Only lines with the string "Горская" should be returned from the data below.

▸ Saved entries:
------------------------------------
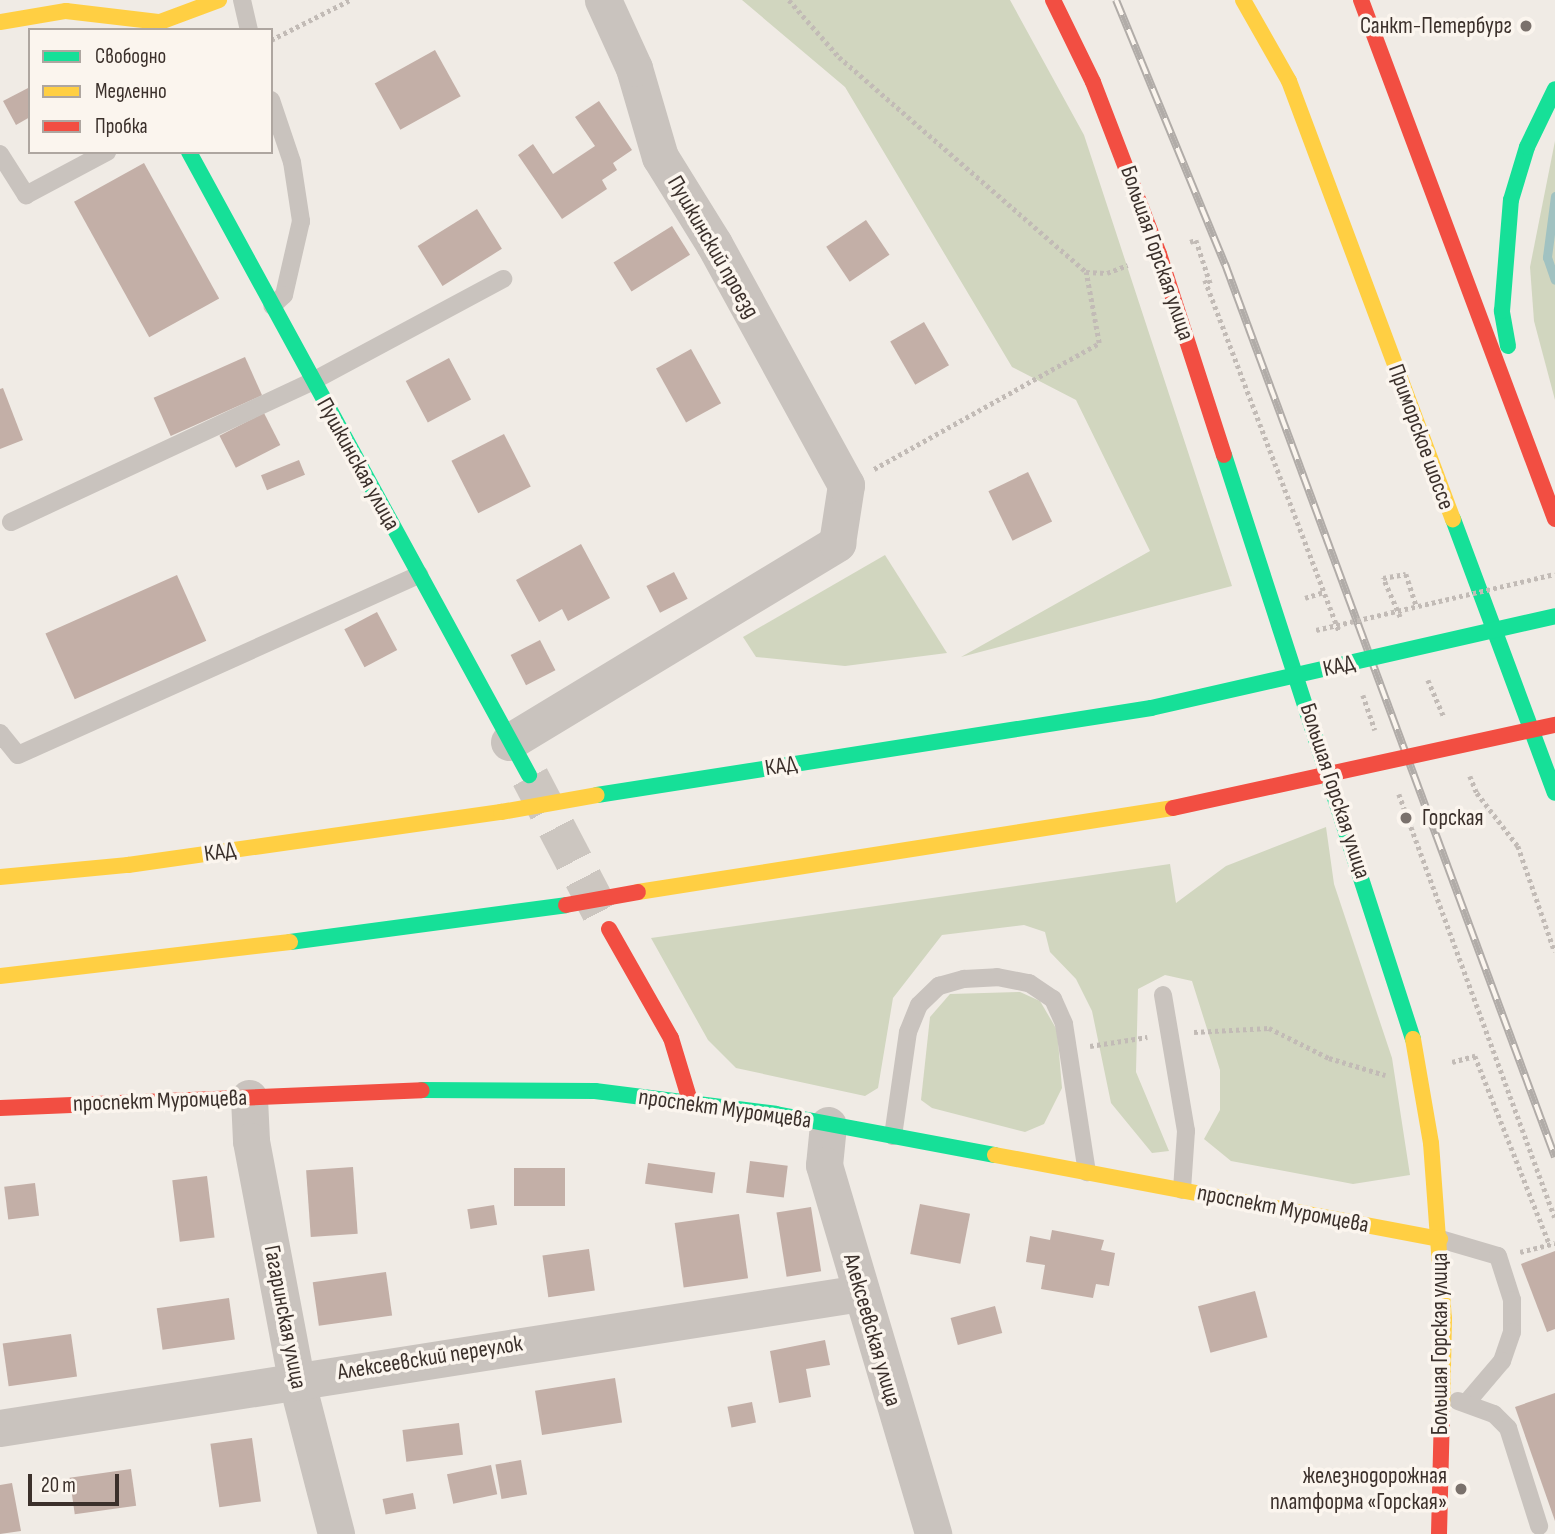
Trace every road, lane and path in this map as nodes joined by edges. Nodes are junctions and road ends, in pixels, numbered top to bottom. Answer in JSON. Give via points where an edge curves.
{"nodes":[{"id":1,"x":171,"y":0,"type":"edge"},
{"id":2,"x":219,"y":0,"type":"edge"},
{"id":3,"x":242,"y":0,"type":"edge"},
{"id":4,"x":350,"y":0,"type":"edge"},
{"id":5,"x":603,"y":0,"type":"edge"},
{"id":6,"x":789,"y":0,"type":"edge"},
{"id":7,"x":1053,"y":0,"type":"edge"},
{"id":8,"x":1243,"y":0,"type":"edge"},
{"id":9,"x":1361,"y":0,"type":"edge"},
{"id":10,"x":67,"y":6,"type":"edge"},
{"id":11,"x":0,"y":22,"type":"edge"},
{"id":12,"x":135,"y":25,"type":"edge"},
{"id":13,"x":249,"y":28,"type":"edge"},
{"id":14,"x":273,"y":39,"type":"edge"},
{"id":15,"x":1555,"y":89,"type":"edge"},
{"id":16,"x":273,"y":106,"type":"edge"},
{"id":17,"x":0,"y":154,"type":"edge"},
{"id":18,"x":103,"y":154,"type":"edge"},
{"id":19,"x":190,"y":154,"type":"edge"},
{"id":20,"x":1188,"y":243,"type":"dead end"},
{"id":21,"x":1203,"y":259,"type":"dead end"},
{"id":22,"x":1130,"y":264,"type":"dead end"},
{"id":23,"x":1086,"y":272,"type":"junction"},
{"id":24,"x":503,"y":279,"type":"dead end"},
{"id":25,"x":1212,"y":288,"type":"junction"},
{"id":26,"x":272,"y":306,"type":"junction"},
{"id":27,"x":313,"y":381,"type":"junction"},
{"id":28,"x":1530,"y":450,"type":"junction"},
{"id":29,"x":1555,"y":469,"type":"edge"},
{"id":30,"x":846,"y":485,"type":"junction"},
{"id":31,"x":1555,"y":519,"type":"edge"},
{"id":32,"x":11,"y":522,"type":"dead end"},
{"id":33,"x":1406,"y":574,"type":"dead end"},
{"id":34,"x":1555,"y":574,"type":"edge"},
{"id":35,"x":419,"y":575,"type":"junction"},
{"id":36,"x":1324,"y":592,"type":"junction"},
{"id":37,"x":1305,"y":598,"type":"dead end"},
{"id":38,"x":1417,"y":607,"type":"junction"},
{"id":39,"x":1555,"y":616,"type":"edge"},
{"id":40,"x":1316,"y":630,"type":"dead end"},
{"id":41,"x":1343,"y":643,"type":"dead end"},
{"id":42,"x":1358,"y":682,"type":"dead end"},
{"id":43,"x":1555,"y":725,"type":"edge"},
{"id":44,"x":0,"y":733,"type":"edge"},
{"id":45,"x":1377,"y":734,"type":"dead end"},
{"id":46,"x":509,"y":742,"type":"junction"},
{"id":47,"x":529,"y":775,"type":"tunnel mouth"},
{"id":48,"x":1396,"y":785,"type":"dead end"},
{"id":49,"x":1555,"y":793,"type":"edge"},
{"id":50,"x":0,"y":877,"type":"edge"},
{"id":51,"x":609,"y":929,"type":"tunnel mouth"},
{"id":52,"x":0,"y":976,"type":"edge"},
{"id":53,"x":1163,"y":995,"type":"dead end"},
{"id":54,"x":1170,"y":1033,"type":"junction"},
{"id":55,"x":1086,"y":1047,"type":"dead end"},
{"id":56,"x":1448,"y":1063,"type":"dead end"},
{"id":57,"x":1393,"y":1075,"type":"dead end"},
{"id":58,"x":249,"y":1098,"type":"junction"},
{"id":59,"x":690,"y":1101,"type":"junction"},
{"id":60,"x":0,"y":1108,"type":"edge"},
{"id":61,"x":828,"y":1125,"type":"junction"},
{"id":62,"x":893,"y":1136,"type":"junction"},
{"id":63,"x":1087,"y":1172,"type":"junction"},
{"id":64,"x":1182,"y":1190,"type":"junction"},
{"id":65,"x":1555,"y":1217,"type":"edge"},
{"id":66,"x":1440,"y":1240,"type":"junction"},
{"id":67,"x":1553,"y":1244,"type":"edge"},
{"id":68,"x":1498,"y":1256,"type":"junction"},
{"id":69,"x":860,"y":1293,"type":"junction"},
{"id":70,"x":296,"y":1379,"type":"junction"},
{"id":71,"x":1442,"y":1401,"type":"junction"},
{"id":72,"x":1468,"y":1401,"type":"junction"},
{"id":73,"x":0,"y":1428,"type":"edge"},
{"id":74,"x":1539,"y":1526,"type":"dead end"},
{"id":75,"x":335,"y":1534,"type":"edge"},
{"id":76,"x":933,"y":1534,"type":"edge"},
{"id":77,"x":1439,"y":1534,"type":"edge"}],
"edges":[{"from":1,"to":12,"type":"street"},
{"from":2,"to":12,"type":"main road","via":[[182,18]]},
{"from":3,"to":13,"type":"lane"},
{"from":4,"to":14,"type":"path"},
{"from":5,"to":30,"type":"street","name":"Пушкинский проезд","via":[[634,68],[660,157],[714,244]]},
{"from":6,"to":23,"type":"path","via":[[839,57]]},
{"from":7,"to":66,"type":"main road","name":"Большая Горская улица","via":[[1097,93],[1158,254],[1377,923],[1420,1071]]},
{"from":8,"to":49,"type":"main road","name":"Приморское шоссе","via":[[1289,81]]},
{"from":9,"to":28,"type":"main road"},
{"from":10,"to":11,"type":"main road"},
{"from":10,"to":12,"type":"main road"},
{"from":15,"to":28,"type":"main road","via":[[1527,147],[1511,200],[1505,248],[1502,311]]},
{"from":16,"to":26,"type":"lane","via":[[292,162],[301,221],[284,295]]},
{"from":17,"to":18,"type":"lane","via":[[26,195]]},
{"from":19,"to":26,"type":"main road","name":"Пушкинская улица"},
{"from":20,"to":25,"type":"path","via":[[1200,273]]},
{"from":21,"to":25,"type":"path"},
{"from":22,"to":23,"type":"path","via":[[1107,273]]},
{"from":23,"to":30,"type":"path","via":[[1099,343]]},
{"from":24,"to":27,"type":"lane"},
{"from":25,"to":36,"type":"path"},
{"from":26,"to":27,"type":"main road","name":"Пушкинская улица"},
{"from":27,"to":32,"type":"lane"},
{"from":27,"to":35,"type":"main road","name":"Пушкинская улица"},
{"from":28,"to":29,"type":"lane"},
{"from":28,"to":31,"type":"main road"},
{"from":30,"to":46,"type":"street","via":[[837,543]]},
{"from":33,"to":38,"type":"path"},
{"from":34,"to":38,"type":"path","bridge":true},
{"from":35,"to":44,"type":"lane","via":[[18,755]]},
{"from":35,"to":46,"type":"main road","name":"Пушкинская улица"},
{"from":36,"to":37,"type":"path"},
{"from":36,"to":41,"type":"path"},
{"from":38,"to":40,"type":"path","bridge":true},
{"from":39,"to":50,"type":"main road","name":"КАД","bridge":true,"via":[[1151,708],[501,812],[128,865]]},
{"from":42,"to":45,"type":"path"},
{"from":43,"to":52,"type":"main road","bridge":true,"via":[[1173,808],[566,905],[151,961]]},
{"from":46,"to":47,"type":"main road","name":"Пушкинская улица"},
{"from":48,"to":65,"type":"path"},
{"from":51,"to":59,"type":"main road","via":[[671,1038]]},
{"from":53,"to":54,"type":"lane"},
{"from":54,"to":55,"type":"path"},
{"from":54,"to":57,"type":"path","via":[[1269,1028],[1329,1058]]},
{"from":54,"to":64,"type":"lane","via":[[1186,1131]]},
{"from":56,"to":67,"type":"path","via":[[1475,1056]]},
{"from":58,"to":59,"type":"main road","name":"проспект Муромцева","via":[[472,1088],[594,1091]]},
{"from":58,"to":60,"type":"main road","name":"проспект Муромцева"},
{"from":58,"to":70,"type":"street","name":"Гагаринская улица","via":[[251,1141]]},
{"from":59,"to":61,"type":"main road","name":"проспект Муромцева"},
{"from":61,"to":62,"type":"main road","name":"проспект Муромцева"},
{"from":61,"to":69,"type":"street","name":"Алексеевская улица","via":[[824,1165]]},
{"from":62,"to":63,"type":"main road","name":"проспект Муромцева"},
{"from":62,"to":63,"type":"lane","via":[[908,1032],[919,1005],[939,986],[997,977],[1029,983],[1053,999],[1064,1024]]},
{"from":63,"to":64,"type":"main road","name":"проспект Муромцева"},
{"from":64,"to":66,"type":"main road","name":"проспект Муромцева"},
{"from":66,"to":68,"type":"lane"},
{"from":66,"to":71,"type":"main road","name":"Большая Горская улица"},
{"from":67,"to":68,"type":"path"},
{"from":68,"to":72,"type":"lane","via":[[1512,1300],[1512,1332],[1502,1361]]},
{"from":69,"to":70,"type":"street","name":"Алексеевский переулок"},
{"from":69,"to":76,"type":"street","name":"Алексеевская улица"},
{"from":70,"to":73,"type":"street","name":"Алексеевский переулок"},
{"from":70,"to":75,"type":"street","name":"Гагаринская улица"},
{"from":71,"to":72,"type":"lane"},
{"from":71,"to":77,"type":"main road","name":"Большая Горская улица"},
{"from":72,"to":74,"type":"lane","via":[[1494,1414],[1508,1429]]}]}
------------------------------------
▸ RESULT OF THE EXERCISE:
{"from":7,"to":66,"type":"main road","name":"Большая Горская улица","via":[[1097,93],[1158,254],[1377,923],[1420,1071]]},
{"from":66,"to":71,"type":"main road","name":"Большая Горская улица"},
{"from":71,"to":77,"type":"main road","name":"Большая Горская улица"},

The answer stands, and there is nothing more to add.